Creating an Automatic Speech Recognition System

Overview

When I studied abroad at the University of Edinburgh, I took a course that explored the history and present of Automatic Speech Recognition.
In this course, we were tasked with creating a speech recognition system based on weighted finite-state transducers (WFSTs) and a Viterbi decoder.
We created the speech recognition system using the library openfst_python and worked on reducing the word error rate and increasing the computational efficiency of the algorithm. We did this by running various experiments:
- Tuning transition probabilities, self-loop probabilities, and final probabilities.
- Testing different WFSTs, based on uni-gram or n-gram word occurrence probabilities and adding optional silences between words.
- Enhancing the Viterbi decoder by pruning the search-tree with different strategies.
- Improving the efficiency of the decoder by using a tree-structured lexicon with language model look-ahead.
Through these experiments, we were able to increase the performance of the system drastically.

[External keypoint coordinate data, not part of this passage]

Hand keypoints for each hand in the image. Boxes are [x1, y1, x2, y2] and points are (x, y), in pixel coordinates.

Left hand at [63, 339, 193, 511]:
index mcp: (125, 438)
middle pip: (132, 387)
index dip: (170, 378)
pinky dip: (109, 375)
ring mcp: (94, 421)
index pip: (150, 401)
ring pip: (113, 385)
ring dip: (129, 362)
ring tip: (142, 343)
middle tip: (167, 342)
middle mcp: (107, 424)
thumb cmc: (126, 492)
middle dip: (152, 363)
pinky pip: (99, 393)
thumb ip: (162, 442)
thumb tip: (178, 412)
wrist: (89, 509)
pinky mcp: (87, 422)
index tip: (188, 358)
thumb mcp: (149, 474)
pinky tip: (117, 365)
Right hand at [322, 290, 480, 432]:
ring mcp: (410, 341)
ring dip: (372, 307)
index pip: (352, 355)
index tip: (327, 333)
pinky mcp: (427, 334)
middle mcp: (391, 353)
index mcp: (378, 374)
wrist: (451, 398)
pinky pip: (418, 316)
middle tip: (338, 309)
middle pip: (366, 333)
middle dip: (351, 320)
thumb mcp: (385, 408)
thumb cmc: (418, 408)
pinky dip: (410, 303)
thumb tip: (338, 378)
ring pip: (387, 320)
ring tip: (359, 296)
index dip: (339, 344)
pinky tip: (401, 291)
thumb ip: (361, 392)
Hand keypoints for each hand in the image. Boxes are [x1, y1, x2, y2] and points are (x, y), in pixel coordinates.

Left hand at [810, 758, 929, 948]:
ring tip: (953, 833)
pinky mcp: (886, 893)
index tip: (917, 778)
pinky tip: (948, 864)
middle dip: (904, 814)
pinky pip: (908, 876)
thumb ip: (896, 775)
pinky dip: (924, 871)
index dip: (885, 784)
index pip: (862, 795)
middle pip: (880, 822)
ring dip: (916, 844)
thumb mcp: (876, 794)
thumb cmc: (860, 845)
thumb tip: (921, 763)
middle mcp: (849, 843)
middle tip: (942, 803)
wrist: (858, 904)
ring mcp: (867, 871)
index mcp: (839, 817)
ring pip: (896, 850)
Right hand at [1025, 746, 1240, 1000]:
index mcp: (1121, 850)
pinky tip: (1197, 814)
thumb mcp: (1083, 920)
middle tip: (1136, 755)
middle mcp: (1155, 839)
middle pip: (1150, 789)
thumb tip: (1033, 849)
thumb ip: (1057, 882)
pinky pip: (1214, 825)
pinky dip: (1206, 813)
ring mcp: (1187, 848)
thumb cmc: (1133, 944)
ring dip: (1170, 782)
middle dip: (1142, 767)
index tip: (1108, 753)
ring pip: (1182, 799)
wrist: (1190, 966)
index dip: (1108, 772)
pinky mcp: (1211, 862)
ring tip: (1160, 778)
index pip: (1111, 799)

Additionally, I now understand clearly how automatic speech recognition can work without neural networks. Such approaches are still used today, for example in low-resource environments.

Context

🗓️ Timeline: 01/2022 — 06/2022
🛠️ Project Type: Course project in Automatic Speech Recognition at the University of Edinburgh, UK
👥 Team size: 2

Technologies/Keywords

Automatic Speech Recognition (ASR)
Weighted Finite-State Transducers (WFSTs)
Viterbi Decoder
openfst_python Library
Word Error Rate
Computational Efficiency
Transition Probabilities
Self-Loop Probabilities
Final Probabilities
Uni-Gram Word Occurrence Probabilities
N-Gram Word Occurrence Probabilities
Optional Silences in Speech Recognition
Pruning the Search-Tree in Decoders
Tree-Structured Lexicon
Language Model Look-Ahead
Non-Neural Network Approaches in ASR
State Machine Representation of Speech
Deep Learning in Speech Recognition

Impressions

On a high level, speech can be represented as a state machine. Sound waves can be mapped to state transitions, making it possible to traverse through the state machine. Reaching a certain state can be understood as having recognized a certain word, e.g. “Peter”, as in the figure below:

The problem with explicitly modeling states is that the size of the state machine quickly gets out of hand. There are ways of improving this situation, for example by merging multiple states into one, but the underlying problem remains. Today, almost all speech recognition systems rely on deep learning instead.